(Work required): Every entry in this listing should be written out exactly.

———

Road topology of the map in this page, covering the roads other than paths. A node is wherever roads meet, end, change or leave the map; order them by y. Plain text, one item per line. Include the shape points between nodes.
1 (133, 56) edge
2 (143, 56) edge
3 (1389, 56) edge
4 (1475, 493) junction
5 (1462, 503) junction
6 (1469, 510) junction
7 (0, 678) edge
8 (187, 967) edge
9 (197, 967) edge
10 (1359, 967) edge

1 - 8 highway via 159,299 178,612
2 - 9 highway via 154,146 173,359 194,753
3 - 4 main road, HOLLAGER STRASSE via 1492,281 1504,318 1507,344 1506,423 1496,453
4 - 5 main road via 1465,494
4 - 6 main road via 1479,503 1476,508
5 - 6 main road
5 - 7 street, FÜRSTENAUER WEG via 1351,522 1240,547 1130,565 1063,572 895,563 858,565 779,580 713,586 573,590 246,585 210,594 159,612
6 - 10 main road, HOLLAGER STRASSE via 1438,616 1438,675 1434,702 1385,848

———

(Solved problem):
Road topology of the map in this page, covering the roads other than paths. A node is wherever roads meet, end, change or leave the map; order them by y. Plain text, one item per line. Include the shape points between nodes.
1 (133, 56) edge
2 (143, 56) edge
3 (1389, 56) edge
4 (1475, 493) junction
5 (1462, 503) junction
6 (1469, 510) junction
7 (0, 678) edge
8 (187, 967) edge
9 (197, 967) edge
10 (1359, 967) edge

1 - 8 highway via 159,299 178,612
2 - 9 highway via 154,146 173,359 194,753
3 - 4 main road, HOLLAGER STRASSE via 1492,281 1504,318 1507,344 1506,423 1496,453
4 - 5 main road via 1465,494
4 - 6 main road via 1479,503 1476,508
5 - 6 main road
5 - 7 street, FÜRSTENAUER WEG via 1351,522 1240,547 1130,565 1063,572 895,563 858,565 779,580 713,586 573,590 246,585 210,594 159,612
6 - 10 main road, HOLLAGER STRASSE via 1438,616 1438,675 1434,702 1385,848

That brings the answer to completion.